----- DATA SUPPLIED
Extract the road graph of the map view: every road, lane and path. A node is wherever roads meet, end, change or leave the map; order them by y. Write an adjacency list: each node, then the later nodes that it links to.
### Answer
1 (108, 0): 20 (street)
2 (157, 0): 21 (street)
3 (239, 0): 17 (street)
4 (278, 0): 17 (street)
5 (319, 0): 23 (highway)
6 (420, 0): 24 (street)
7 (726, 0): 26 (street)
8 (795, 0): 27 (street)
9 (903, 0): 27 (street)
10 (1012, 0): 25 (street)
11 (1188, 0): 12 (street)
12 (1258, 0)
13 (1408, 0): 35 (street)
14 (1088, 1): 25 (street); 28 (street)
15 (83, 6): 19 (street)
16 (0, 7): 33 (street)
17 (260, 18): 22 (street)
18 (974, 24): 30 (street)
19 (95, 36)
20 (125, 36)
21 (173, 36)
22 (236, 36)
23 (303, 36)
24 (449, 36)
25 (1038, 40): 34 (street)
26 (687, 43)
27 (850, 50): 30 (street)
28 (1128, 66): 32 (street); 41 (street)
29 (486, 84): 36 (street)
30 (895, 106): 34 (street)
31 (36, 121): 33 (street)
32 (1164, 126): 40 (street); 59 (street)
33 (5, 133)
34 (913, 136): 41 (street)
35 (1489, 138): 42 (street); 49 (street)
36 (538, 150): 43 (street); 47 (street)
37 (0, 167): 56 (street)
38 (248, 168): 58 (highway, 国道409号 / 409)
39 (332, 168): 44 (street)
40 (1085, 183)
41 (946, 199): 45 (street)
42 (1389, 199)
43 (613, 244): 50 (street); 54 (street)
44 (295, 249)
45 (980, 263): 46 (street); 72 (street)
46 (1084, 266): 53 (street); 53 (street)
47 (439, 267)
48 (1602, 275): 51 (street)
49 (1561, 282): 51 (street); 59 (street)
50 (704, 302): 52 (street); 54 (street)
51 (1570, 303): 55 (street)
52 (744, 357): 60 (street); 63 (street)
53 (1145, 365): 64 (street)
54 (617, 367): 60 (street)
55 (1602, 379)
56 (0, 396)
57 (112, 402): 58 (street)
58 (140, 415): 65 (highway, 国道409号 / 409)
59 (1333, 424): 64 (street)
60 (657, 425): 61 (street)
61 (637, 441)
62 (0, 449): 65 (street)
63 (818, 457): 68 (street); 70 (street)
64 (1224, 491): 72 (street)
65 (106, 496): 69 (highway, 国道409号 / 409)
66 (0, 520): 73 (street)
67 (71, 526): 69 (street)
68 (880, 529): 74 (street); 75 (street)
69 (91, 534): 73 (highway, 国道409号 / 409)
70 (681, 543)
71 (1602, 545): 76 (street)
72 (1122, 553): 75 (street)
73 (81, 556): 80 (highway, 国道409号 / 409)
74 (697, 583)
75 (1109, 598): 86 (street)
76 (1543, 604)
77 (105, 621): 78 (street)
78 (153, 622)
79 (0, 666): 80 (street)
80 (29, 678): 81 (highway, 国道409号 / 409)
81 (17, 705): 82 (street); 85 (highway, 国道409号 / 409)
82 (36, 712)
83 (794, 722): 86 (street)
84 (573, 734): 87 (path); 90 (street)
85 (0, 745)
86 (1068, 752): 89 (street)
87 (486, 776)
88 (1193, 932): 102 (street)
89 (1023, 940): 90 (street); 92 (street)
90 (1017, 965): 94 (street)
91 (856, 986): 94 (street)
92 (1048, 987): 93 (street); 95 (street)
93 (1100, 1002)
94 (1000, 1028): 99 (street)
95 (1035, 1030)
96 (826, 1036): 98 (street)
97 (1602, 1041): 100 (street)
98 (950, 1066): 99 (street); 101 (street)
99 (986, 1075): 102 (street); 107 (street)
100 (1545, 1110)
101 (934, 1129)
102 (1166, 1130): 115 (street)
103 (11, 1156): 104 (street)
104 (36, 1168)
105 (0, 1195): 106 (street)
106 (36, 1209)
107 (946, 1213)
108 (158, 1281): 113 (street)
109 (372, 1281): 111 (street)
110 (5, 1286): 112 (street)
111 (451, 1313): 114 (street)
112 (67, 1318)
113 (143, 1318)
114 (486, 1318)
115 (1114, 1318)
----------
◆ PROBLEM TO SOLVE ◆
All the entries above need to be reproduced exactly.

◆ FINISHED EXERCISE ◆
Extract the road graph of the map view: every road, lane and path. A node is wherever roads meet, end, change or leave the map; order them by y. Write an adjacency list: each node, then the later nodes that it links to.
### Answer
1 (108, 0): 20 (street)
2 (157, 0): 21 (street)
3 (239, 0): 17 (street)
4 (278, 0): 17 (street)
5 (319, 0): 23 (highway)
6 (420, 0): 24 (street)
7 (726, 0): 26 (street)
8 (795, 0): 27 (street)
9 (903, 0): 27 (street)
10 (1012, 0): 25 (street)
11 (1188, 0): 12 (street)
12 (1258, 0)
13 (1408, 0): 35 (street)
14 (1088, 1): 25 (street); 28 (street)
15 (83, 6): 19 (street)
16 (0, 7): 33 (street)
17 (260, 18): 22 (street)
18 (974, 24): 30 (street)
19 (95, 36)
20 (125, 36)
21 (173, 36)
22 (236, 36)
23 (303, 36)
24 (449, 36)
25 (1038, 40): 34 (street)
26 (687, 43)
27 (850, 50): 30 (street)
28 (1128, 66): 32 (street); 41 (street)
29 (486, 84): 36 (street)
30 (895, 106): 34 (street)
31 (36, 121): 33 (street)
32 (1164, 126): 40 (street); 59 (street)
33 (5, 133)
34 (913, 136): 41 (street)
35 (1489, 138): 42 (street); 49 (street)
36 (538, 150): 43 (street); 47 (street)
37 (0, 167): 56 (street)
38 (248, 168): 58 (highway, 国道409号 / 409)
39 (332, 168): 44 (street)
40 (1085, 183)
41 (946, 199): 45 (street)
42 (1389, 199)
43 (613, 244): 50 (street); 54 (street)
44 (295, 249)
45 (980, 263): 46 (street); 72 (street)
46 (1084, 266): 53 (street); 53 (street)
47 (439, 267)
48 (1602, 275): 51 (street)
49 (1561, 282): 51 (street); 59 (street)
50 (704, 302): 52 (street); 54 (street)
51 (1570, 303): 55 (street)
52 (744, 357): 60 (street); 63 (street)
53 (1145, 365): 64 (street)
54 (617, 367): 60 (street)
55 (1602, 379)
56 (0, 396)
57 (112, 402): 58 (street)
58 (140, 415): 65 (highway, 国道409号 / 409)
59 (1333, 424): 64 (street)
60 (657, 425): 61 (street)
61 (637, 441)
62 (0, 449): 65 (street)
63 (818, 457): 68 (street); 70 (street)
64 (1224, 491): 72 (street)
65 (106, 496): 69 (highway, 国道409号 / 409)
66 (0, 520): 73 (street)
67 (71, 526): 69 (street)
68 (880, 529): 74 (street); 75 (street)
69 (91, 534): 73 (highway, 国道409号 / 409)
70 (681, 543)
71 (1602, 545): 76 (street)
72 (1122, 553): 75 (street)
73 (81, 556): 80 (highway, 国道409号 / 409)
74 (697, 583)
75 (1109, 598): 86 (street)
76 (1543, 604)
77 (105, 621): 78 (street)
78 (153, 622)
79 (0, 666): 80 (street)
80 (29, 678): 81 (highway, 国道409号 / 409)
81 (17, 705): 82 (street); 85 (highway, 国道409号 / 409)
82 (36, 712)
83 (794, 722): 86 (street)
84 (573, 734): 87 (path); 90 (street)
85 (0, 745)
86 (1068, 752): 89 (street)
87 (486, 776)
88 (1193, 932): 102 (street)
89 (1023, 940): 90 (street); 92 (street)
90 (1017, 965): 94 (street)
91 (856, 986): 94 (street)
92 (1048, 987): 93 (street); 95 (street)
93 (1100, 1002)
94 (1000, 1028): 99 (street)
95 (1035, 1030)
96 (826, 1036): 98 (street)
97 (1602, 1041): 100 (street)
98 (950, 1066): 99 (street); 101 (street)
99 (986, 1075): 102 (street); 107 (street)
100 (1545, 1110)
101 (934, 1129)
102 (1166, 1130): 115 (street)
103 (11, 1156): 104 (street)
104 (36, 1168)
105 (0, 1195): 106 (street)
106 (36, 1209)
107 (946, 1213)
108 (158, 1281): 113 (street)
109 (372, 1281): 111 (street)
110 (5, 1286): 112 (street)
111 (451, 1313): 114 (street)
112 (67, 1318)
113 (143, 1318)
114 (486, 1318)
115 (1114, 1318)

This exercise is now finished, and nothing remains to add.